Kepada Maret.
Halo, Maret. Masih sebulan lagi. Tapi siang ini, aku sedang sangat mengingatmu.
Bagaimanapun, aku pernah begitu mencintaimu, Maret. Mencintai hari-hari yang tak lagi sebiasa hari-hari lain. Karena, seperti manusia-manusia lain, aku lebih menyukai pertemuan daripada perpisahan. Dan kamu, adalah pertemuan. Saat itu, rasanya kamu berhasil mengalahkan cinta setengah matiku pada November, bulan kelahiranku sendiri.
Tapi, Maret. Aku bahkan tak pernah tahu kapan sebenarnya kamu berakhir. Pada hari-hari di mana segalanya mulai dekat pada perpisahan, tak ada lagi angka pada kalender Maretku. Memudar. Semu. Lalu di situlah aku mulai menangis. Bayangkan, Maret. Aku seperti mengikuti lomba lari tanpa pesaing. Tapi kamu adalah jalan tak berujung. Sekeras apapun aku mencapai finish, batas itu tidak akan pernah ada sampai kaki-kakiku terasa patah mengejarmu.

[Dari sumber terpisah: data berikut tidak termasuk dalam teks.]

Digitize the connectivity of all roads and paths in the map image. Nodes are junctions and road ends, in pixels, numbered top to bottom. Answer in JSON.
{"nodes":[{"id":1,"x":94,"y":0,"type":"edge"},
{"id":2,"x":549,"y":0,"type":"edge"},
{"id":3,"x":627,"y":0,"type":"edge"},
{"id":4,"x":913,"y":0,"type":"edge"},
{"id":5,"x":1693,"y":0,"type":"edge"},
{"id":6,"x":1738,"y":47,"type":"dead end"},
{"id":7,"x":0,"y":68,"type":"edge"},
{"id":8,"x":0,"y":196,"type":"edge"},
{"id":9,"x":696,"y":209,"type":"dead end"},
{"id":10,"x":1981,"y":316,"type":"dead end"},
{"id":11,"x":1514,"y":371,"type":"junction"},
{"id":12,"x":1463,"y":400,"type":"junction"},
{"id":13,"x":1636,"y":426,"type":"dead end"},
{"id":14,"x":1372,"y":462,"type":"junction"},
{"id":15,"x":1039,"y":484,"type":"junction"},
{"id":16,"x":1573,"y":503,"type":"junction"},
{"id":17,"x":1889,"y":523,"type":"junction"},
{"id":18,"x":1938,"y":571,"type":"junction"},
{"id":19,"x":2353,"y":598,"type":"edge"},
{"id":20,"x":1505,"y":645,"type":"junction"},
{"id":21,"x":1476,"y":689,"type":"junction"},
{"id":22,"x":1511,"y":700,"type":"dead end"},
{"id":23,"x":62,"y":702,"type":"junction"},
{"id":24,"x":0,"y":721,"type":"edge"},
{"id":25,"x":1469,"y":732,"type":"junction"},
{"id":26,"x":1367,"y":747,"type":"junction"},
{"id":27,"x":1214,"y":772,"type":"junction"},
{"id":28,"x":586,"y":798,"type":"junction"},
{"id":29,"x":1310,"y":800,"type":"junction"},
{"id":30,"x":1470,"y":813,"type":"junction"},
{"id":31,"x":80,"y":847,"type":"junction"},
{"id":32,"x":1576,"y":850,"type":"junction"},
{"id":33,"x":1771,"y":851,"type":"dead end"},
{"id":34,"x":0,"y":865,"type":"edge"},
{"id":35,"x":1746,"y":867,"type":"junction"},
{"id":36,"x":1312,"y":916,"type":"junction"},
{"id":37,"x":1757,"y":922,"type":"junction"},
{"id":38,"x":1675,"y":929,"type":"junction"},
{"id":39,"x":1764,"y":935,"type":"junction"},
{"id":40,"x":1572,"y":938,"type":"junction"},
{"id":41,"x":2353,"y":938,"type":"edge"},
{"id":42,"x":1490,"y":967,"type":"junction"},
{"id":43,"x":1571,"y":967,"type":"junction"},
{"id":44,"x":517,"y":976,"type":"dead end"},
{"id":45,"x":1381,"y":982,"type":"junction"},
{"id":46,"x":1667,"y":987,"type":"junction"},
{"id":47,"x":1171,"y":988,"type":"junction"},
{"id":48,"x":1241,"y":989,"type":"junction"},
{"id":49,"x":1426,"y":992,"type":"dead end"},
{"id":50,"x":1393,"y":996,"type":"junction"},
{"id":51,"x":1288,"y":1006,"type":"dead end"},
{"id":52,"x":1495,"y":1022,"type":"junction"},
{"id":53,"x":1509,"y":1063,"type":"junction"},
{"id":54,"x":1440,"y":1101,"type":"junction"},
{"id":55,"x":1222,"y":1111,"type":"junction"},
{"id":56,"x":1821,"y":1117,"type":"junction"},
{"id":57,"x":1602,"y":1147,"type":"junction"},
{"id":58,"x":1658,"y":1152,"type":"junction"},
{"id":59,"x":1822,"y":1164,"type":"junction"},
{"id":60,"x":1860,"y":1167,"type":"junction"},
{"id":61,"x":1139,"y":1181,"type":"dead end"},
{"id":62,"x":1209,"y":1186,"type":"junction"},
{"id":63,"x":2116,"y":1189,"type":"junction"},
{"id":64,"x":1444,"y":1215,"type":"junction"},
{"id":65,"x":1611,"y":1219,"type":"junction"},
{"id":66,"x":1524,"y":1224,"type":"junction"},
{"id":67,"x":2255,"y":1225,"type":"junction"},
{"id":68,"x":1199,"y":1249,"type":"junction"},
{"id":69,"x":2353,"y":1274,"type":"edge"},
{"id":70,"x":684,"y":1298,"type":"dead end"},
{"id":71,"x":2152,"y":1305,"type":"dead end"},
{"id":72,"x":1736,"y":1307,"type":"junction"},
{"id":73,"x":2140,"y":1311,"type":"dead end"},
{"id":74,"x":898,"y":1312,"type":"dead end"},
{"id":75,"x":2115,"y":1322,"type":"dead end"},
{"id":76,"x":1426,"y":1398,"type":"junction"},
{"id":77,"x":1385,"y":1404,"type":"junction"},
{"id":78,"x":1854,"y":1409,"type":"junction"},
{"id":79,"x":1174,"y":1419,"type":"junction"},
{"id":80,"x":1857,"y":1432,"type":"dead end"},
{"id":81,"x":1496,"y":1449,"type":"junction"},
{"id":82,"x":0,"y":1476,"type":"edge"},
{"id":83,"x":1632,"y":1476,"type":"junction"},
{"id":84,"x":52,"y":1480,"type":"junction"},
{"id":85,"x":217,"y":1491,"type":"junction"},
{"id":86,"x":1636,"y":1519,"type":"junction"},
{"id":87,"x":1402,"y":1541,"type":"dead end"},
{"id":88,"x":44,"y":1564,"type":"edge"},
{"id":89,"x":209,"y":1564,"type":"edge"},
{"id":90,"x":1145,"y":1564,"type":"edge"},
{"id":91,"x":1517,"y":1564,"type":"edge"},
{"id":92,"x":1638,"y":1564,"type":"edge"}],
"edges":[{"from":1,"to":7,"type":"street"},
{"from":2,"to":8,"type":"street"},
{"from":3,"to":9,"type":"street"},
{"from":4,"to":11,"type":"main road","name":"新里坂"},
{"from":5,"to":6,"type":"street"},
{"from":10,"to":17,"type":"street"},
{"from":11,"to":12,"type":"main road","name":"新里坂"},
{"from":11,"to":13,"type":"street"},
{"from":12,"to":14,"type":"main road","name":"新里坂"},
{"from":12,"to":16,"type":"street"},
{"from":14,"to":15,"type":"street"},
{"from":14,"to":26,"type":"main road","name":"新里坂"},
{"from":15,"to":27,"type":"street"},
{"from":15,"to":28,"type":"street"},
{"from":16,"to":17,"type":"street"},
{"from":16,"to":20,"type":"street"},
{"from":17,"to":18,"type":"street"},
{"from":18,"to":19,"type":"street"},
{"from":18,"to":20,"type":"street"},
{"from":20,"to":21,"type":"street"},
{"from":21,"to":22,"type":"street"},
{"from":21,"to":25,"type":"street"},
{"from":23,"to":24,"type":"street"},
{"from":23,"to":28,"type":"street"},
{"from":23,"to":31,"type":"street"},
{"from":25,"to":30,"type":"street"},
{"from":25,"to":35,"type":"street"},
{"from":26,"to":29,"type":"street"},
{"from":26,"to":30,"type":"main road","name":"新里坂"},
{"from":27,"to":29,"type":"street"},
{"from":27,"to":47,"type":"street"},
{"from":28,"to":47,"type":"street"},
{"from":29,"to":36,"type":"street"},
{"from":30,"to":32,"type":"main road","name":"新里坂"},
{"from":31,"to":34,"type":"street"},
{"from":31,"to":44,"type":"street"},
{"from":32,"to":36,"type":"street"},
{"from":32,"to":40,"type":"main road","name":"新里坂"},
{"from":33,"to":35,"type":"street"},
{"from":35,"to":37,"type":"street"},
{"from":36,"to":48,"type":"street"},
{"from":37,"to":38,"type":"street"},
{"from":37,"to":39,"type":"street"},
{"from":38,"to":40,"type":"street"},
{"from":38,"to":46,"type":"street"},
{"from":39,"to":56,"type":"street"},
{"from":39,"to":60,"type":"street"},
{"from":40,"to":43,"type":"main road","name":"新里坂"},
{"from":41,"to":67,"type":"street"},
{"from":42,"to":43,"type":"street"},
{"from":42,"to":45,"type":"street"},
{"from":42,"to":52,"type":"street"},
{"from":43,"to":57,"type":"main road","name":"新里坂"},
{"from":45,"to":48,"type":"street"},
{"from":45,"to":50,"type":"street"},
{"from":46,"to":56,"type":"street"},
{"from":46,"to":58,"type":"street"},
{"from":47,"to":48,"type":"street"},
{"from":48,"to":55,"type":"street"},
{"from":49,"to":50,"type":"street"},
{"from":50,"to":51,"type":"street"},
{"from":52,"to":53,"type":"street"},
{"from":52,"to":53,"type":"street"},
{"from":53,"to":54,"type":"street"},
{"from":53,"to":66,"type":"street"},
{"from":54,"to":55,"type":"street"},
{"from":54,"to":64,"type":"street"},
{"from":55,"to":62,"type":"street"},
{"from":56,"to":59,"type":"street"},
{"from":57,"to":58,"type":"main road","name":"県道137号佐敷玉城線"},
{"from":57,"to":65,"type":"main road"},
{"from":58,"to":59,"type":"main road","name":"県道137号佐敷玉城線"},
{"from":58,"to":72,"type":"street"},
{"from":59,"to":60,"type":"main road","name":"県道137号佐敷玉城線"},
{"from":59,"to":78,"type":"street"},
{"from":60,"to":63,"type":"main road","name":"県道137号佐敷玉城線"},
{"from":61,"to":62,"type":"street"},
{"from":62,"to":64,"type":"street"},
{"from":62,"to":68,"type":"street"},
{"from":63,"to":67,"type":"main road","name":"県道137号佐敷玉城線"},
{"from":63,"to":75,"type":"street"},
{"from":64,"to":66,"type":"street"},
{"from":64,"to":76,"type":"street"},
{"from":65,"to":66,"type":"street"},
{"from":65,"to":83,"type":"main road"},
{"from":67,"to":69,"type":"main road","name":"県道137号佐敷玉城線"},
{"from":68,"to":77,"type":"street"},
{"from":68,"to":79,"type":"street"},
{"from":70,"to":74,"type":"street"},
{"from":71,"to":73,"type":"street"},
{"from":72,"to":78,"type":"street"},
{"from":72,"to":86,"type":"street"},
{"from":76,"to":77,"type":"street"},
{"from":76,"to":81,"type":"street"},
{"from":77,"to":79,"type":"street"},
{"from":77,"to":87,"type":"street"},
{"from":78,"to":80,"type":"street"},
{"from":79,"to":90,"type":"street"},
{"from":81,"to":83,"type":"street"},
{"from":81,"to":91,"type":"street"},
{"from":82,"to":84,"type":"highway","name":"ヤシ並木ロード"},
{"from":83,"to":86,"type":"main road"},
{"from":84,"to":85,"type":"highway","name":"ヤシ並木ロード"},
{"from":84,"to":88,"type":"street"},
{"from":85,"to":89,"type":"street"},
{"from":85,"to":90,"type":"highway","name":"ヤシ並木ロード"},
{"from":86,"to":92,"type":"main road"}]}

Lalu aku berhenti, pada kenyataan yang sangat telak membunuh. Ya, aku berhenti begitu saja setelah tahu bahwa ternyata aku hanya menikmati hal-hal yang ada tanpa ada usaha untuk mempertahankannya apalagi memperjuangkannya. Bahwa aku mengikuti lomba lari yang bahkan tak pernah diadakan. Tanpa pesaing, tanpa pemenang. Aku pecundang.
Siang ini, sakitnya terasa lagi. Aku mencintaimu sebagai pertemuan. Sekaligus, aku membencimu yang tak pernah memberi aba-aba kapan masa manismu akan habis. Maret, aku begitu benci ketika aku harus memulai untuk membencimu.
Maret, kalau saja kamu tahu ada banyak sekali tanda tanya yang menggantung. Aku tidak pernah berfikir untuk menanyakannya padamu. Tanda tanya itu seperti ornament pohon Natal dalam kepalaku. Seiring berjalannya waktu, aku melepaskannya satu-satu. Kurapikan dalam keranjang rotan. Masih kubiarkan begitu saja di atas meja. Mungkin di suatu Maret yang akan datang, kamu bisa membantuku mengeja setiap jawaban yang aku perlu dari kepergianmu.
Bye, Maret.
0 komentar:
Posting Komentar
Silakan meninggalkan jejak :)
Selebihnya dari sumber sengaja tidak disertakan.